La respiration "juste" n'est pas le produit de la volonté, mais va et vient d'elle-même, sans que le Moi agisse, consciemment ou inconsciemment. Si le mouvement naturel du diaphragme est réduit, le relais est pris par un mouvement des muscles auxiliaires situés plus haut.
Tout l'exercice "juste" de la respiration "physique" a pour but de restaurer la respiration diaphragmatique. Cela a un effet salutaire à tous les niveaux.
Tout d'abord, au stade élémentaire, c'est à dire lorsque la respiration thoracique est limitée et la respiration profonde impossible, comme dans les cas d'affections pulmonaires ou de troubles cardiaques.
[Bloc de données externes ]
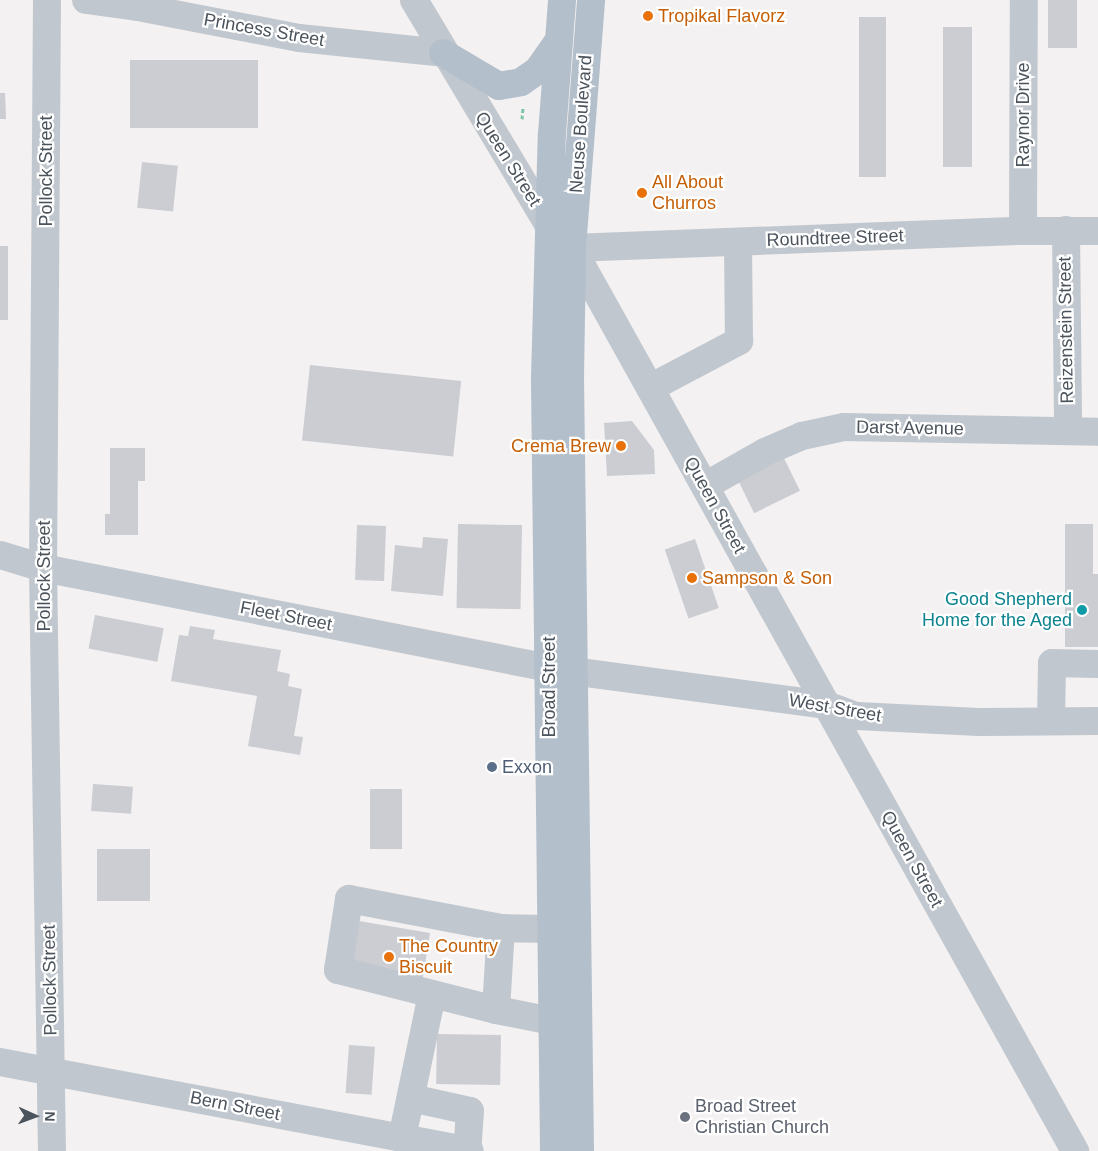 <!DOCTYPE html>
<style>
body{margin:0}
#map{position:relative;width:1098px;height:1151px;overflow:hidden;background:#f3f1f1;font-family:Arial,sans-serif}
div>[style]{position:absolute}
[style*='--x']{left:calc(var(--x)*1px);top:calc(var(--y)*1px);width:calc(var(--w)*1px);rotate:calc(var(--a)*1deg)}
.building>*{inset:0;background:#cbcdd3;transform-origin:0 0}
.path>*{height:3px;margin-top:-1.5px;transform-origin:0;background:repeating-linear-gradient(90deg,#80c5a7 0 4px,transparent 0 6.5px)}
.minor>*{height:28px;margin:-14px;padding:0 14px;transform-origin:14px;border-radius:14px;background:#c1c7ce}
.major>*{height:28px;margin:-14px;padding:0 14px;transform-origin:14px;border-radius:14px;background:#b4bfcc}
.dots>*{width:14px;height:14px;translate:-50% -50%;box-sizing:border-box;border:2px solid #fff;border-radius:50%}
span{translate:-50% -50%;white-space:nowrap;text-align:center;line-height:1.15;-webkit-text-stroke:4.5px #fff;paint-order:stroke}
.food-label{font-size:18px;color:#c56008}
.left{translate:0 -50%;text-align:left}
.right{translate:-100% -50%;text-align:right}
.street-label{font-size:18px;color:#4b535c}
.culture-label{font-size:18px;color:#0d838f}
.service-label{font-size:18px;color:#4e5e75}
.worship-label{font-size:18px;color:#5b616d}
.north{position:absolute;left:10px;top:1091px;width:50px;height:50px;-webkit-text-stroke:4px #fff;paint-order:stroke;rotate:92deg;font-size:14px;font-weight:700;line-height:20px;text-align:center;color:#4b535c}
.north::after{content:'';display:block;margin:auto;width:18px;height:22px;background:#4b535c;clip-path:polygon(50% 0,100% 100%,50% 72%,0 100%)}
</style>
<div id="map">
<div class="building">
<i style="left:1048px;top:0;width:29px;height:48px"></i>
<i style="left:859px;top:17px;width:27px;height:160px"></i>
<i style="left:943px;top:27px;width:29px;height:140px"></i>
<i style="left:130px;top:60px;width:128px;height:68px"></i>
<i style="clip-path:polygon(0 93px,5px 93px,6px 119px,0 119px)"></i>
<i style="left:142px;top:162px;width:36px;height:46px;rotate:6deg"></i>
<i style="left:0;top:246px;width:8px;height:74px"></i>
<i style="left:310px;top:365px;width:152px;height:76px;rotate:6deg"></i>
<i style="clip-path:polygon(632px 421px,654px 450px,655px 474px,607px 476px,604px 423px)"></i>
<i style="clip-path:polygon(110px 448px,145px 448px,145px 481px,138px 481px,138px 535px,105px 535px,105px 514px,110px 514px)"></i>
<i style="left:782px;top:454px;width:41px;height:51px;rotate:64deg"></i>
<i style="left:458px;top:524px;width:64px;height:84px;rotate:1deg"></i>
<i style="clip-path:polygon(1065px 524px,1093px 524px,1093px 574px,1098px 574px,1098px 647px,1065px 647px)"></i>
<i style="left:357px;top:525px;width:29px;height:55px;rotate:2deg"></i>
<i style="clip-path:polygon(423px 537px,448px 539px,443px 596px,391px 591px,395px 545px,422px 548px)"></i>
<i style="left:695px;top:539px;width:73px;height:32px;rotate:71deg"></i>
<i style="left:95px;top:615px;width:70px;height:34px;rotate:11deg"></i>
<i style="clip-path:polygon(190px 626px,215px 630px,213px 639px,281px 650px,277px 671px,290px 674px,288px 686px,302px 689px,294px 736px,303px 737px,300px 755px,248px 746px,257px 696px,171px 681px,179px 635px,188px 636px)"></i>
<i style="left:93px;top:784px;width:40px;height:27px;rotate:4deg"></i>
<i style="left:370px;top:789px;width:32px;height:60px"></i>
<i style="left:97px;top:849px;width:53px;height:52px"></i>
<i style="clip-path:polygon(359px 921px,430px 933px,422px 983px,353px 961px)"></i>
<i style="left:437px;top:1034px;width:64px;height:50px;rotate:1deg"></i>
<i style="left:349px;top:1045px;width:26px;height:48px;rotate:4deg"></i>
</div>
<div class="path">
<i style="--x:522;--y:119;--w:11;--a:-85"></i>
</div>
<div class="minor">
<i style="--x:47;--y:0;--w:568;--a:90.4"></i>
<i style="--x:43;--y:568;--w:583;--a:89.12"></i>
<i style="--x:86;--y:0;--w:52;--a:7.7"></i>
<i style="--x:138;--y:7;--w:164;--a:10.9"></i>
<i style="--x:299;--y:38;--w:145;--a:5.9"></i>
<i style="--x:414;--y:0;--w:261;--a:59.1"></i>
<i style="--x:548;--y:224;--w:34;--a:45"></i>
<i style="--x:572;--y:248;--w:1034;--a:60.88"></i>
<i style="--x:1066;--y:230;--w:201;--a:89.4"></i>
<i style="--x:1023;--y:231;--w:231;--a:-89.8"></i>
<i style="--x:572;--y:248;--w:451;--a:-2.2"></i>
<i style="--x:1023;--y:231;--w:75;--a:0"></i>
<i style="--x:650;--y:388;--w:101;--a:-27.8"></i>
<i style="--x:739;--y:341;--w:99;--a:-90.6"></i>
<i style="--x:705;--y:486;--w:69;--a:-29.5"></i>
<i style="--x:765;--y:452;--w:40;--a:-23.4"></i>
<i style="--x:802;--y:436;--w:43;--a:-12.1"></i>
<i style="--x:844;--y:427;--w:254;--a:1.1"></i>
<i style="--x:0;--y:555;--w:45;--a:16.8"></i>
<i style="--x:43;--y:568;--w:516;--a:11.18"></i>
<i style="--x:549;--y:668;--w:279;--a:7.6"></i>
<i style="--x:826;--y:705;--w:33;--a:20"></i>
<i style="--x:857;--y:716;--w:122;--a:2.8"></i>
<i style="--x:979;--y:722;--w:119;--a:-0.5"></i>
<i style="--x:1051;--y:721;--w:58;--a:-89"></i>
<i style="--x:1052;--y:663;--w:46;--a:1.2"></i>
<i style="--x:501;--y:928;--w:82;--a:93.5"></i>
<i style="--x:496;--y:1010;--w:163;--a:-165.8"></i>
<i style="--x:338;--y:970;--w:72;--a:-81.2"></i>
<i style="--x:349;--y:899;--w:155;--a:10.8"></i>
<i style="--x:501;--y:928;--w:49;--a:1.2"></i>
<i style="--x:496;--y:1010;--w:57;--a:11.1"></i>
<i style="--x:0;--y:1062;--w:478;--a:10.7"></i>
<i style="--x:411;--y:1098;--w:60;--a:12.4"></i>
<i style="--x:470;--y:1111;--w:39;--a:94"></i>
<i style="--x:402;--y:1138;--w:147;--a:-78.2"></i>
</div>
<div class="major">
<i style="--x:443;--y:53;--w:65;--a:30.5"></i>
<i style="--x:499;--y:86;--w:22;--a:-10"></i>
<i style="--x:521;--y:82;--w:21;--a:-35"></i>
<i style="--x:538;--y:70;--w:37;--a:-55"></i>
<i style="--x:554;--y:1151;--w:773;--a:-90.67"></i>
<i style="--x:545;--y:378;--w:244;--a:-88.4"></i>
<i style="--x:552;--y:134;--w:134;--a:-85.7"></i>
<i style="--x:580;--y:1151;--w:773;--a:-90.74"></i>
<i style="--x:570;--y:378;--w:130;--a:-89.1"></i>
<i style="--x:572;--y:248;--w:249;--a:-85.6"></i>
</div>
<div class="dots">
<i style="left:648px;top:16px;background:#e8710a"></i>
<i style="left:642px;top:193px;background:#e8710a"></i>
<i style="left:621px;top:446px;background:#e8710a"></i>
<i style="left:692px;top:578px;background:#e8710a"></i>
<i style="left:1082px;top:610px;background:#0f9aa8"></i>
<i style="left:492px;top:767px;background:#5c6f8a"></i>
<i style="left:389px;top:957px;background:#e8710a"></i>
<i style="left:685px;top:1117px;background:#6b7280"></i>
</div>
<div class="food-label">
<span class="left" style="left:658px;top:16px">Tropikal Flavorz</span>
<span class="left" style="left:652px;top:193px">All About<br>Churros</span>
<span class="right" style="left:611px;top:446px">Crema Brew</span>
<span class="left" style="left:702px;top:578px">Sampson &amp; Son</span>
<span class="left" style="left:399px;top:957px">The Country<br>Biscuit</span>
</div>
<div class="street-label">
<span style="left:264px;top:30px;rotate:10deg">Princess Street</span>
<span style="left:1023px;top:115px;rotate:-90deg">Raynor Drive</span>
<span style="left:581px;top:124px;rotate:-86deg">Neuse Boulevard</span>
<span style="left:508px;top:159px;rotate:58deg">Queen Street</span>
<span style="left:46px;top:171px;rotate:-90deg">Pollock Street</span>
<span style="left:835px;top:238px;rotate:-2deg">Roundtree Street</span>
<span style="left:1066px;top:330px;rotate:-91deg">Reizenstein Street</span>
<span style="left:910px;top:428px;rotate:1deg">Darst Avenue</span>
<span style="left:715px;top:505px;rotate:61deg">Queen Street</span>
<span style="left:44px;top:576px;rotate:-90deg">Pollock Street</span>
<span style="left:286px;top:616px;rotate:11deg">Fleet Street</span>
<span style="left:549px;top:687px;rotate:-90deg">Broad Street</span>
<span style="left:835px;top:708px;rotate:10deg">West Street</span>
<span style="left:912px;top:859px;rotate:61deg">Queen Street</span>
<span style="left:50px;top:980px;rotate:-91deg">Pollock Street</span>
<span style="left:235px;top:1106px;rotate:11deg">Bern Street</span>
</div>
<div class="culture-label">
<span class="right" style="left:1072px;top:610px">Good Shepherd<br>Home for the Aged</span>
</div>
<div class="service-label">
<span class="left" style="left:502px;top:767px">Exxon</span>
</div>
<div class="worship-label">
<span class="left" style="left:695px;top:1117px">Broad Street<br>Christian Church</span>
</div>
<div class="north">N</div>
</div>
Au niveau de la personnalité existentielle, la respiration bloquée en haut indique que l'homme est prisonnier du Moi qui reste toujours sur la défensive et, par conséquent, n'est pas encore vraiment ouvert à autrui ni au monde. Son Moi manquant de confiance lui fait croire qu'il doit tout faire et tout surveiller lui-même, donc aussi la respiration. Il ne la laisse pas venir et partir naturellement, mais la force et déforme l'expiration complète, profonde par une résistance. En d'autres termes, il ne sait pas lâcher prise ni s'abandonner. Aussi cet inconscient blocage respiratoire signifie-t-il un blocage sur la Voie intérieure qui exige le lâcher-prise, l'abandon du Moi.
La première chose à apprendre est donc : laisser s'accomplir de lui-même le phénomène de la respiration. Cela est beaucoup plus difficile que l'on a tendance à le croire. Il est difficile de faire disparaître la tension involontaire due au Moi toujours inquiet, qui se manifeste par un contrôle et un blocage inconscients de la respiration. On s'en rend compte la première fois que l'on fait attention à sa respiration.
Le rythme vivant, naturel, est aussitôt rompu. La respiration s'arrête et le débutant a l'impression de ne pouvoir tout simplement plus respirer comme il faut, il étouffe.